A rilevarlo sono i dati Ispra sui quali interviene l’ex consigliere comunale di Siracusa, Carlo Gradenigo: “Con un Prg scaduto da anni, fondato su previsioni edificatorie eccedenti il fabbisogno abitativo di una città in costante riduzione demografica – scrive in una nota – assistiamo inermi al gioco del mercato immobiliare e a un’urbanistica priva di senso e di futuro. L’autorizzazione a costruire – insiste l’ex consigliere – si conclude quasi sempre con la concessione di maggiori volumi edificabili, secondo la logica che ciò convenga sia al costruttore che al Comune, che incamera maggiori oneri di urbanizzazione.
Ma queste entrate monetarie, come recita la parola stessa, non sono ricavi ma nuovi oneri che il comune dovrà sostenere. Distrarre poi queste somme verso altri impieghi – puntualizza Gradenigo – specie se di spesa corrente e non d’investimento, è la premessa per il degrado cittadino e il dissesto dei conti dell’ente”.

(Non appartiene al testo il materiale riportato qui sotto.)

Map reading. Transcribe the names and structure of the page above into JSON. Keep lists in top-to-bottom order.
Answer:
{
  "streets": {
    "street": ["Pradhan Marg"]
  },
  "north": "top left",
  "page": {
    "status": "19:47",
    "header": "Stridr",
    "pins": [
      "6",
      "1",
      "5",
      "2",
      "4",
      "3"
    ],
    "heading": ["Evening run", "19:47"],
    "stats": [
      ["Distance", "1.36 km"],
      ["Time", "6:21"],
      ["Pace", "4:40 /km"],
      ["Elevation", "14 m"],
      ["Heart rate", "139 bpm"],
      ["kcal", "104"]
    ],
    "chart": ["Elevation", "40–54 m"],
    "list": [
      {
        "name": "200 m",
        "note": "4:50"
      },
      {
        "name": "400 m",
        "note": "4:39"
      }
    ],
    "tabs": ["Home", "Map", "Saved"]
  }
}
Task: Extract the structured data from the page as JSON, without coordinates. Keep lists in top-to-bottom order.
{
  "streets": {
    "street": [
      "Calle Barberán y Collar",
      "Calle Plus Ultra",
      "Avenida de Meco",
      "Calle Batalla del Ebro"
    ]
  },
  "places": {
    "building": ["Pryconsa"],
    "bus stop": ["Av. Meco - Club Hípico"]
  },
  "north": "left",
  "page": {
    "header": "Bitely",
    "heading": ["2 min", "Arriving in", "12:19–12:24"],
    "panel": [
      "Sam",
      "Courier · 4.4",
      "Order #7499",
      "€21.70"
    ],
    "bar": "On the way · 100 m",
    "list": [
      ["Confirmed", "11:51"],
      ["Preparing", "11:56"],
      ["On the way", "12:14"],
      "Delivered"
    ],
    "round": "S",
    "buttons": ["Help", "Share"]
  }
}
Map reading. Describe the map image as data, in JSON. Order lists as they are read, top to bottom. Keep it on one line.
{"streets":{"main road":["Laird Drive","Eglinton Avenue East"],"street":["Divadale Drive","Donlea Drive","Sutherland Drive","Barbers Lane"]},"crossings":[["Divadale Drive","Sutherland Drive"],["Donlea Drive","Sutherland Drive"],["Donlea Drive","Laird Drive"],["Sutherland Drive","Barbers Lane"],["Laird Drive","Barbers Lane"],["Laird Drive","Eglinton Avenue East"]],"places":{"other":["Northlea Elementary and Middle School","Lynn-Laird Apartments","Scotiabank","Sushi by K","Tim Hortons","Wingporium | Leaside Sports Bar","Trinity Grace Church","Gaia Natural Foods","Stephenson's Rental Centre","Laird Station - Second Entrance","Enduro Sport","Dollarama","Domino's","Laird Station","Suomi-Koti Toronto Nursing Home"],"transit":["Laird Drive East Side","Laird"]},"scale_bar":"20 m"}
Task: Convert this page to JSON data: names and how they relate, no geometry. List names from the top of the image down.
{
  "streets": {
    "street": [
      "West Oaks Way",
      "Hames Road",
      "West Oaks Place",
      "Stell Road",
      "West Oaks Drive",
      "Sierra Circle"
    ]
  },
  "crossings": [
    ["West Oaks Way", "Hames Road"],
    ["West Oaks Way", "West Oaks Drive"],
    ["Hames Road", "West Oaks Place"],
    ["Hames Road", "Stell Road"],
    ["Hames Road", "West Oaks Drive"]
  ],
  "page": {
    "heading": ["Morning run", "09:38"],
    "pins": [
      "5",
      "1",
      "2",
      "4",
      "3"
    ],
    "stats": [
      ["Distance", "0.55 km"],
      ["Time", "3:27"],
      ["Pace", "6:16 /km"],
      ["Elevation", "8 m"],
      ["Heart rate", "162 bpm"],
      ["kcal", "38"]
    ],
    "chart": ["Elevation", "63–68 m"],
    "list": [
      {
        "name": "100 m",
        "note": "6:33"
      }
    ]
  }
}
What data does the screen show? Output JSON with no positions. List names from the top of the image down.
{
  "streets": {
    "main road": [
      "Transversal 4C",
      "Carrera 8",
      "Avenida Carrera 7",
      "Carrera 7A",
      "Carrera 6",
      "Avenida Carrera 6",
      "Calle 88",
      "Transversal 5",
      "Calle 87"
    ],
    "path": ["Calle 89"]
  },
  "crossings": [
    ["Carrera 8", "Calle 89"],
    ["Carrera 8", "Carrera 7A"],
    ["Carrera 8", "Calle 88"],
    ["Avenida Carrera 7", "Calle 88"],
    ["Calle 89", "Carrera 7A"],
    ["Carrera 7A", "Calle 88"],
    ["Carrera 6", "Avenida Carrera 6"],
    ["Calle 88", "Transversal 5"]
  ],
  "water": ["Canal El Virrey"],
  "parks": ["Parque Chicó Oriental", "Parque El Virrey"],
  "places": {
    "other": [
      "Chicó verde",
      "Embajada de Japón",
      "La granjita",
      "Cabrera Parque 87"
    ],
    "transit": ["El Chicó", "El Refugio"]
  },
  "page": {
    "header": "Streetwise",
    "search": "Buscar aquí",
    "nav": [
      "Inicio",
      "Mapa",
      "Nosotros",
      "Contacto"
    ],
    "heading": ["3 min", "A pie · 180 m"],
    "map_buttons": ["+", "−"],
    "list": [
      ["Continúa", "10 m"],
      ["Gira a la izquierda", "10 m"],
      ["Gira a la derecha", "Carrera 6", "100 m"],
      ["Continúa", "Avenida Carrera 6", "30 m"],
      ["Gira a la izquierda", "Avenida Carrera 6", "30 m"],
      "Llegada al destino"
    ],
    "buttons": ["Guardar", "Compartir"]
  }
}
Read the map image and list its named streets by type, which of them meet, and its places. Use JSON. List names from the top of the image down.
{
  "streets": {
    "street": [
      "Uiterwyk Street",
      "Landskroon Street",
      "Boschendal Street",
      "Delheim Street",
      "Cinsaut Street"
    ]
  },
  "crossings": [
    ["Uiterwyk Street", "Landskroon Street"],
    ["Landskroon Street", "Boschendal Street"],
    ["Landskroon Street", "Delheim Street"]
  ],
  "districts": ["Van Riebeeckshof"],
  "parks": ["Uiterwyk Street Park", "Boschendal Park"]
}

A riprova di ciò l’ex consigliere porta ad esempio le condizioni delle periferie urbane di Siracusa, la carenza di servizi urbani, le aree a servizi e verde urbano abbandonate, le centinaia di case, palazzi, appartamenti e capannoni fatiscenti, in vendita o sfitti.
La soluzione sta per Gradenigo nel “ripensare una vera rigenerazione urbana che tanto lavoro potrebbe dare ad operai, tecnici e imprese edili e che l’attuale governo nazionale sta incentivando con contributi a fondo perduto pari al 110% dell’investimento”.